The next one wants 0s at 1, 1 and 2+sqrt(3)i? I am going to assume one of the 1s is actually -1. if this is wrong let me know.
(x-1)(x+1)(x-(2+sqrt(3)i) and if you want to get rid of all is you could make it one more term longer and have (x-1)(x+1)(x-(2+sqrt(3)i)(x-(2-sqrt(3)i). Can you expand this?
Answer:
See below in bold.
Step-by-step explanation:
10) Imaginary roots occur in conjugate pairs so the polynomial has another root -3i.

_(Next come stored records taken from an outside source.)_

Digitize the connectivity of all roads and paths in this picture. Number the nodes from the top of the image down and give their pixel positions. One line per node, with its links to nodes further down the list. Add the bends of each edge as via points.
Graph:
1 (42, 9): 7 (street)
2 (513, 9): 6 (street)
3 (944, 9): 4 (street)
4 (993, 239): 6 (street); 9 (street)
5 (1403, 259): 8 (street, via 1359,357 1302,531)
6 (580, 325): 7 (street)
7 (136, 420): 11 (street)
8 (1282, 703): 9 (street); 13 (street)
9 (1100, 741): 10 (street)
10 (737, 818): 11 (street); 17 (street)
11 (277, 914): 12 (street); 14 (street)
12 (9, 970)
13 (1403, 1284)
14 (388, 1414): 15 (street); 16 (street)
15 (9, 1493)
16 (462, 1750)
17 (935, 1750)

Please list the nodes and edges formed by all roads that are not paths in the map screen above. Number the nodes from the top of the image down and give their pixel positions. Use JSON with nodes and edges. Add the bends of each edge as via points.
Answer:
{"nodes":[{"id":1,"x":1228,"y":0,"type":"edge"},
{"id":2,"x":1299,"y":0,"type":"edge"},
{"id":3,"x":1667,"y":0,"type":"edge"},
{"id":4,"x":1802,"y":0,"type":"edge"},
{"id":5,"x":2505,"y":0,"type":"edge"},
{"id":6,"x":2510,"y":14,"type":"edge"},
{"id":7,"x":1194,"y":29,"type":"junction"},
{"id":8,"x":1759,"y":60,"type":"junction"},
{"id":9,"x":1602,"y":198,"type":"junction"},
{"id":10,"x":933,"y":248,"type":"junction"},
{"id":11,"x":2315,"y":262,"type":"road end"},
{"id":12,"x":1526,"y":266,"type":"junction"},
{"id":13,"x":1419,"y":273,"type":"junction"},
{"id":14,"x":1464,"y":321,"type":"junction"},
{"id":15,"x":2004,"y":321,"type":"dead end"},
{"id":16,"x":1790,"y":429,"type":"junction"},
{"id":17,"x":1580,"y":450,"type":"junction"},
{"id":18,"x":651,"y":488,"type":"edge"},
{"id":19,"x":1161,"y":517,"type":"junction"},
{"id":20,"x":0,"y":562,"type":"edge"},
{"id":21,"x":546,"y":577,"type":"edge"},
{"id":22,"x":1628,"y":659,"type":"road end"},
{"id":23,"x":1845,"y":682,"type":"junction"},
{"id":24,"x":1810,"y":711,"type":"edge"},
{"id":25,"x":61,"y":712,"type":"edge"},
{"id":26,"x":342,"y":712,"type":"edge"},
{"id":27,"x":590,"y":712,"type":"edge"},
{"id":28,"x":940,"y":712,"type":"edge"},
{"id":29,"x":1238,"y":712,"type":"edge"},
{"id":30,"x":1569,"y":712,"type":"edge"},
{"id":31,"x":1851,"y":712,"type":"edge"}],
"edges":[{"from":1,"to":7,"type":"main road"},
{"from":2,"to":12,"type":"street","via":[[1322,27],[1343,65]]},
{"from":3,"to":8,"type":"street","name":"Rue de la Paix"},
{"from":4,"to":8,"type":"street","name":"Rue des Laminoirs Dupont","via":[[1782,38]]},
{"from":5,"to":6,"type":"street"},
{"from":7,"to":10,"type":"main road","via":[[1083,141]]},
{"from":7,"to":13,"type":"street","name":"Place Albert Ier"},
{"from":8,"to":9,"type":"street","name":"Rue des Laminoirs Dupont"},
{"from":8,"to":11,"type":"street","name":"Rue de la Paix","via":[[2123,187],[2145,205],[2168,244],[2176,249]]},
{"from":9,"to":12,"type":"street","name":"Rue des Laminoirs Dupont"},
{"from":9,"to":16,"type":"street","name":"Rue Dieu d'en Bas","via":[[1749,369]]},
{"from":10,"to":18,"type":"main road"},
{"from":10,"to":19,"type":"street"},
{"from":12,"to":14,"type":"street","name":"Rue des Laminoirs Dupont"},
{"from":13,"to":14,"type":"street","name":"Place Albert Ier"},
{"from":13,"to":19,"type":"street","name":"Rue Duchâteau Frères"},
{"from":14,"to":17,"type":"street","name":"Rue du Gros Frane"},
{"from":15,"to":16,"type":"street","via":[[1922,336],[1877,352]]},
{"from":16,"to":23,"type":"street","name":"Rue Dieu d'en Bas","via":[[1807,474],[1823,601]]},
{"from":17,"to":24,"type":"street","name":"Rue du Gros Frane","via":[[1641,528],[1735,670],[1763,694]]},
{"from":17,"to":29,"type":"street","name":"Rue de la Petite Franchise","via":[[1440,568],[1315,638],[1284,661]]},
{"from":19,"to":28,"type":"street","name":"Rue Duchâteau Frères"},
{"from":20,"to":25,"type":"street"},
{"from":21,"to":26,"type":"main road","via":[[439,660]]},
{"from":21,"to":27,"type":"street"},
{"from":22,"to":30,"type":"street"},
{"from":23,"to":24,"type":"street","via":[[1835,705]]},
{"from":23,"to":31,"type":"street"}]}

One factor will be x ( because one zero is 0):
In factor form it is:
f(x) = x(x - 2)(x + 3i)(x - 3i)
f(x) = x(x - 2)(x^2 - 3ix + 3ix - 9i^2)
= x(x - 2)(x^2 + 9)
= x( x^3 + 9x - 2x^2 - 18)
= x^4 - 2x^3 + 9x^2 - 18x
This function can be multiplied by any non zero constant:
So any function of the form
f(x) = n( x^4 - 2x^3 + 9x^2 - 18x) is the answer.
11).
In factor form this is:
f(x) = (x - 1)^2 (x - (2+ √3i))(x - (2 - √3i))
= (x^2 -2x + 1)(x - 2 - √3i))(x - 2 + √3i))
= (x^2 - 2x + 1)(x^2 - 2x + √3ix - 2x + 4 - 2√3i -√3ix + 2√3i -3i^2)
= (x^2 - 2x + 1)(x^2 - 4x + 7)
= x^4 - 4x^3 + 7x^2 - 2x^3 + 8x^2 - 14x + x^2 - 4x + 7
= x^2 - 6x^3 + 16x^2 - 18x + 7.
f(x) = n(x^2 - 6x^3 + 16x^2 - 18x + 7).